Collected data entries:
+-------+

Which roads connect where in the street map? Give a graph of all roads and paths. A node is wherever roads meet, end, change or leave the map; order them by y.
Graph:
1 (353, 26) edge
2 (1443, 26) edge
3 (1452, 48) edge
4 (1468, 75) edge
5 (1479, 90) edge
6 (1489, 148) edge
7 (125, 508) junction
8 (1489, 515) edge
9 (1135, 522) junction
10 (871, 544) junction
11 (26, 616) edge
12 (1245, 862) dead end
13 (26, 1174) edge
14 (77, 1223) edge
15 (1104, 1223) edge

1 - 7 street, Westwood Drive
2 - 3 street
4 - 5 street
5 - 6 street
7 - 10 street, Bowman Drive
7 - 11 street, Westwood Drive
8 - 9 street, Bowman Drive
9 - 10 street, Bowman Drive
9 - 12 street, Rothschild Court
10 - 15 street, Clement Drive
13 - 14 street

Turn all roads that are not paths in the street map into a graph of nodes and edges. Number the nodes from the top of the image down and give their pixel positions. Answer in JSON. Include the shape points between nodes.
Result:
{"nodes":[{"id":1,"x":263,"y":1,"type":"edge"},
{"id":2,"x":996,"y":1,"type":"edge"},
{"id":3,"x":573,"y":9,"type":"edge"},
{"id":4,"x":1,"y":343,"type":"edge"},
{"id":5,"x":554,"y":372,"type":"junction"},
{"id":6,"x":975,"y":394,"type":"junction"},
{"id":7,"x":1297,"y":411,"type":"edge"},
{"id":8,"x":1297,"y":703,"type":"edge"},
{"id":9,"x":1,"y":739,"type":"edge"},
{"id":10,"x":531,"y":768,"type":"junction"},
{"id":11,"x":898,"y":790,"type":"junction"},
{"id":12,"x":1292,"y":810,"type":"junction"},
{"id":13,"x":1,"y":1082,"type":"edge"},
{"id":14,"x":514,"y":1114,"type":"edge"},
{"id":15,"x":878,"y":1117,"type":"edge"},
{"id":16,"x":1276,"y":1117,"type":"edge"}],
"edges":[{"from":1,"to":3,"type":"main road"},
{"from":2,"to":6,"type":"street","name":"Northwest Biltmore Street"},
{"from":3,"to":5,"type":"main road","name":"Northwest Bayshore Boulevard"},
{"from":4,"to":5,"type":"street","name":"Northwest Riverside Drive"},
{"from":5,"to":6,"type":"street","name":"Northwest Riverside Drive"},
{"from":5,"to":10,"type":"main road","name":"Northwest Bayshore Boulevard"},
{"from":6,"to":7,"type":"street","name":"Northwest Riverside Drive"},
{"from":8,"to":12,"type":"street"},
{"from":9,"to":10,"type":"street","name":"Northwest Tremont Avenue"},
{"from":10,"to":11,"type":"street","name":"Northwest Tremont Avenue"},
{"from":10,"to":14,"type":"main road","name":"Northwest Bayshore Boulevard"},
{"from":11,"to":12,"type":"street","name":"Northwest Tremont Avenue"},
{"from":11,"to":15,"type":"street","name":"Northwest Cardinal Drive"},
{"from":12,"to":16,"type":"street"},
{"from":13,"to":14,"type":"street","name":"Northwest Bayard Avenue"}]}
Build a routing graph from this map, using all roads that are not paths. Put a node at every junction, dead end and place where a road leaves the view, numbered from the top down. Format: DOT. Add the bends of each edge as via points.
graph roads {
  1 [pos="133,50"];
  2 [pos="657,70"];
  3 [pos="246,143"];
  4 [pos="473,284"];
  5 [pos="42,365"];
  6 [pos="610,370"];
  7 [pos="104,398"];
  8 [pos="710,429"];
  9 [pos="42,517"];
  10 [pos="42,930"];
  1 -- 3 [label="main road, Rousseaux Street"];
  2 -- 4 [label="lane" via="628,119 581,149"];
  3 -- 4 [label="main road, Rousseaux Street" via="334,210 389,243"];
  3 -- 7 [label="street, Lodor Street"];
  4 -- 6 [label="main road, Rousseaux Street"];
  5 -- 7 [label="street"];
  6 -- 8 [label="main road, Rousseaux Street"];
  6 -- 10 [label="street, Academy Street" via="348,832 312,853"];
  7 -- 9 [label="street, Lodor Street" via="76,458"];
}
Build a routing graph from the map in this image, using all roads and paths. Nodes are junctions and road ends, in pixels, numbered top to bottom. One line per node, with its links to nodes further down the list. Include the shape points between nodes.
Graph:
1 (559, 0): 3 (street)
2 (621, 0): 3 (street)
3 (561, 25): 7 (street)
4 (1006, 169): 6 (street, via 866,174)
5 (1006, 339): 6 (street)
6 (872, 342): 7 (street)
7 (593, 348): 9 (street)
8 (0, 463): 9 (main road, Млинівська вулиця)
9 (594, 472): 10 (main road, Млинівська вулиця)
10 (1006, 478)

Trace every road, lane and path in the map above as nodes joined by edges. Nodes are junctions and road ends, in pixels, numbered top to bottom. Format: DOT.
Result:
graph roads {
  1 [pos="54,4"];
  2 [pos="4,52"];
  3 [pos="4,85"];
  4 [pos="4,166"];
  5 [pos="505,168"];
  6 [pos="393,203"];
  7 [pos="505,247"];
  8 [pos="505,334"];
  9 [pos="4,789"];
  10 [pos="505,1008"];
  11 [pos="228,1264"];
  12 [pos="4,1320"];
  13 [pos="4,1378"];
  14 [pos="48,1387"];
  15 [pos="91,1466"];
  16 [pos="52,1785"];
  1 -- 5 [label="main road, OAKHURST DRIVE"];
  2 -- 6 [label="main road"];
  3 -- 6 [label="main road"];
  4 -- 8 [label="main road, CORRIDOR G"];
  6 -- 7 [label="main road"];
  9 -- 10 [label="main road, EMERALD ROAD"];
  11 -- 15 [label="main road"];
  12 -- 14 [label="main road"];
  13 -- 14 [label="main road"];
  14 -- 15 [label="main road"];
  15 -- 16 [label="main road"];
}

+-------+

• TASK DIRECTIONS: Copy the lines of the entries above that mention "image".

• TASK OUTPUT:
Turn all roads that are not paths in the street map into a graph of nodes and edges. Number the nodes from the top of the image down and give their pixel positions. Answer in JSON. Include the shape points between nodes.
Build a routing graph from the map in this image, using all roads and paths. Nodes are junctions and road ends, in pixels, numbered top to bottom. One line per node, with its links to nodes further down the list. Include the shape points between nodes.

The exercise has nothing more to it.